Anti -heat shock assessment
The method of heating to about 1800C is used to evaluate the heat shock resistance. Figure 3 shows the schematic diagram of the heat shock test. Heat the upper surface of the sample, and evaluate the number and width of the cracks on the cross section of the sample. The anti -folding strength was determined at 1400.
The sample with a size of 150mmx25mmx25mm was used to determine the high -temperature resistance strength at the inert gas (N2) atmosphere in the atmosphere of 1400c in the atmosphere of the inert gas (N2) atmosphere, and the distance between the fulcrum was 125mm.
Results and discussion
Anti -corrosion assessment
Results of slag A (CaO-Al03-FeO system)
Fig. 4 shows the results of an erosion test of slag A having a high CaO content. The test results show that the slag resistance of Mg0-spinel, Zr02 and MgO-C materials to the slag is greater than that of AlO3-C materials. Presumably, its reason is: Mg0 or Zr02 and CaO do not produce low melting point phase when reacting. Due to the reaction with CaO, the Al2O3-C material is strongly damaged. In order to improve the corrosion resistance, Mg0-spinel, Zr02 and Mg0 materials should be used.
Results of slag B (MnO-SiOz-FeO system)
Fig. 5 shows the results of the slag resistance test on the slag B with high MnO and SiO2 contents. Obviously, the slag resistance of AlO3-C and Mg0-spinel materials is lower than that of Zr0z and Mg0-C materials. Although the MgO content in MgO-C-based materials is similar to that in MgO-spinel-based materials, the corrosion resistance of MgO-C-based materials is significantly higher than that of Mg0-spinel-based materials. The reason is as follows: the carbon in the MgO-C material can prevent the slag from invading into the refractory matrix. Therefore, the reaction of the MgO-C material with the slag is limited to the surface.

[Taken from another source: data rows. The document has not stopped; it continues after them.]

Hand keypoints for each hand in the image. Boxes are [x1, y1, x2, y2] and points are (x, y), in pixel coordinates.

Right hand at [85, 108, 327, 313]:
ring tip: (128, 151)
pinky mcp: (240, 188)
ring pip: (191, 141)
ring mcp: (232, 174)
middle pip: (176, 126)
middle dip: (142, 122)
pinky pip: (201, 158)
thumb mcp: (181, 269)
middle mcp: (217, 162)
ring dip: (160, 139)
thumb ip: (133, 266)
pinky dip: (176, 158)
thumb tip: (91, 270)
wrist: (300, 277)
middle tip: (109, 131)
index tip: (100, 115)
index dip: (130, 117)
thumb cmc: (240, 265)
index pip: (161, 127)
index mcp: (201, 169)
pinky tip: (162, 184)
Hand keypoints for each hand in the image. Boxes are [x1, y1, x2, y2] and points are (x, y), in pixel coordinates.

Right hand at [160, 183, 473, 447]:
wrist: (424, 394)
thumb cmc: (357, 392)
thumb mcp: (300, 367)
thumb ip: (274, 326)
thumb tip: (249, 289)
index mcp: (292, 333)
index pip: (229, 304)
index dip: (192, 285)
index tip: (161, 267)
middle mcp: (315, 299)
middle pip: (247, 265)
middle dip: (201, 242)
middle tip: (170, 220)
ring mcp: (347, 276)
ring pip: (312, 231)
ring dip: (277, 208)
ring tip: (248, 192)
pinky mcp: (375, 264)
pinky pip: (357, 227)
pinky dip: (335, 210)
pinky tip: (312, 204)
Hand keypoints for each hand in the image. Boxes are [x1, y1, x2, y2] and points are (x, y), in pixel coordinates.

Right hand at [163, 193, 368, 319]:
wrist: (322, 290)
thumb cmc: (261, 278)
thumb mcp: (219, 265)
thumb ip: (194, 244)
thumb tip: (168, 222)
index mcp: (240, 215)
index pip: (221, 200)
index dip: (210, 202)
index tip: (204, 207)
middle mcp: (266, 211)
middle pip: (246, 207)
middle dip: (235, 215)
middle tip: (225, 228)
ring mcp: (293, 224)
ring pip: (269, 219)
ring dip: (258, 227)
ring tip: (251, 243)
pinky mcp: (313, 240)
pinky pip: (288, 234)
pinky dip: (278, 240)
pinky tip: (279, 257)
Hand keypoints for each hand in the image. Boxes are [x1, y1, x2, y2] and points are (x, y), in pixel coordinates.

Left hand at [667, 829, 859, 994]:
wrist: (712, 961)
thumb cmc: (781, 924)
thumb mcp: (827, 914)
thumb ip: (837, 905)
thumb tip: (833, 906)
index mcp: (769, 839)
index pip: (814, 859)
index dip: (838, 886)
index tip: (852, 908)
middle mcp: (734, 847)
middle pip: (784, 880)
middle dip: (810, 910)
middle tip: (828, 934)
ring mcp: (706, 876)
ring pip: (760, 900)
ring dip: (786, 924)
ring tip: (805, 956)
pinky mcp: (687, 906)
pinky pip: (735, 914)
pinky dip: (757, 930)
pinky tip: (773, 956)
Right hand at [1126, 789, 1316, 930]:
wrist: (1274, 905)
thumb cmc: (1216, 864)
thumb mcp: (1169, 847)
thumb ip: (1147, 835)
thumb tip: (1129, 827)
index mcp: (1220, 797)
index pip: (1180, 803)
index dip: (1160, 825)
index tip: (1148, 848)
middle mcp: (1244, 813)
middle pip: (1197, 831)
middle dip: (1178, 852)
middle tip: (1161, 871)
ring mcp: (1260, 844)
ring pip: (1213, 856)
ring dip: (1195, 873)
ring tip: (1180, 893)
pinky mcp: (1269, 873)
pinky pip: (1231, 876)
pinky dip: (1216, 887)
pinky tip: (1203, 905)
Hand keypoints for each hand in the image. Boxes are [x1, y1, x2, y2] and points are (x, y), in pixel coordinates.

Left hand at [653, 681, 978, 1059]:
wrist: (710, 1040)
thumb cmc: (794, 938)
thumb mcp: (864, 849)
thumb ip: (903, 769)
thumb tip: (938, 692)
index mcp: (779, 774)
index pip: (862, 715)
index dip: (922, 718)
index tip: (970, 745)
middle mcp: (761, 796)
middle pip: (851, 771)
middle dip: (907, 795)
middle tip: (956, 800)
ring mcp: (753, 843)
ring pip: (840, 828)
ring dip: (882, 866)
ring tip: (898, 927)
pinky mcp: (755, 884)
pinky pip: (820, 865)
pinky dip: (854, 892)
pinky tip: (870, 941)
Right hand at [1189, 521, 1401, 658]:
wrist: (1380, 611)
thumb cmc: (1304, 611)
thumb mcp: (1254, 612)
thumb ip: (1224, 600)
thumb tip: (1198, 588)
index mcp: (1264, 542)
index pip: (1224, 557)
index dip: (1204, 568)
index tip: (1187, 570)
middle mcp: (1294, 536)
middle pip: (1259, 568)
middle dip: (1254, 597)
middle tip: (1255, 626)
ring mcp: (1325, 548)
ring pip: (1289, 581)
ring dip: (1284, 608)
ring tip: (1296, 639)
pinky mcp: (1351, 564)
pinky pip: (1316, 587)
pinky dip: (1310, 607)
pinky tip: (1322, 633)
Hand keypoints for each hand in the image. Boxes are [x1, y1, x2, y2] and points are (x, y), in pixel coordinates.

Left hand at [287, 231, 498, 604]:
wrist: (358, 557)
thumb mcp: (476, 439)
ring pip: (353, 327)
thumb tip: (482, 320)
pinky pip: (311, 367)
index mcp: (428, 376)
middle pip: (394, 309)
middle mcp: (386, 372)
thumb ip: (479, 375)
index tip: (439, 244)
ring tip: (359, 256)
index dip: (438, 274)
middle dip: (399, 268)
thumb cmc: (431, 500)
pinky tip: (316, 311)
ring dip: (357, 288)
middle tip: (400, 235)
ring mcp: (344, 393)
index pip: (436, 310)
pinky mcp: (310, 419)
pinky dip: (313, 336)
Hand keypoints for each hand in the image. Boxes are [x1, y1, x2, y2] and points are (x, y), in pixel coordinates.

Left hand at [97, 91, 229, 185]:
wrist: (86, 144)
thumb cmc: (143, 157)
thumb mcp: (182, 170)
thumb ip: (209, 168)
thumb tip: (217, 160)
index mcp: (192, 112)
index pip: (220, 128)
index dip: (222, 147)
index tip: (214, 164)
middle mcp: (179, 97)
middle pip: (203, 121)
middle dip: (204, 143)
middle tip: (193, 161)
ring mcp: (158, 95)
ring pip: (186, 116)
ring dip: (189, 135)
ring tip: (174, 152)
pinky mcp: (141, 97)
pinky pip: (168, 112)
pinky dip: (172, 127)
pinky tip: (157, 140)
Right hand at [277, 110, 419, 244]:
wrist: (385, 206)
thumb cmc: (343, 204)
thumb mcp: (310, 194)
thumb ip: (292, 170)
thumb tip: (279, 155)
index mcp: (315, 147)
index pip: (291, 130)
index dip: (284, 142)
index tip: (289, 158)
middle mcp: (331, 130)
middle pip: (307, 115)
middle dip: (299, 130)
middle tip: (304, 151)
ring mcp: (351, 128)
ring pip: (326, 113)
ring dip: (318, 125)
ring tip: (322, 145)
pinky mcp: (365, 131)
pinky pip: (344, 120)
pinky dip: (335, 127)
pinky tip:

Mg0-spinel material does not contain carbon, but contains 10% ALO3. Al2O3 reacts easily with Mg0-SiOz components. Therefore, the slag is easy to invade the matrix of the Mg0-spinel sliding plate. The vitrified bond of the slide is damaged by the invading slag, and undamaged particles are released from the refractory structure. Therefore, the intrusion of slag leads to strong damage to the structure of the product. Impregnation with coal tar pitch is effective to improve the performance of Mg0-spinel materials, and this process can limit the intrusion of slag. The corrosion resistance of Zr02-based products is higher than that of Al03-C-based materials. However, MgO-C material has the best corrosion resistance to slag with high MnO-SiOz content.
Results of slag C (FeO-MnO-SiO2 system)
Fig. 6 shows the test results of slag C having a high FeO content. The corrosion resistance of MgO-C based materials is higher than other materials. The ZrO2-based material has good corrosion resistance to slags A and B, but it has poor corrosion resistance to slag C. It appears that the melting point of the phase produced when Zr0z-like material reacts with FeO-rich slag drops from 2000°C to 1400°C.
Thermal Shock Resistance
Fig. 7 shows a cross-sectional view of the sample after the thermal shock resistance test. Few cracks were found in the AlO3-C material, and other samples also had cracks. However, AlO3-C samples suffered less damage.
MgO-C based materials have wider cracks. Figure 8 shows the thermal expansion of the samples. It appears that the thermal expansion rate of the MgO-C material is large due to its low thermal shock resistance.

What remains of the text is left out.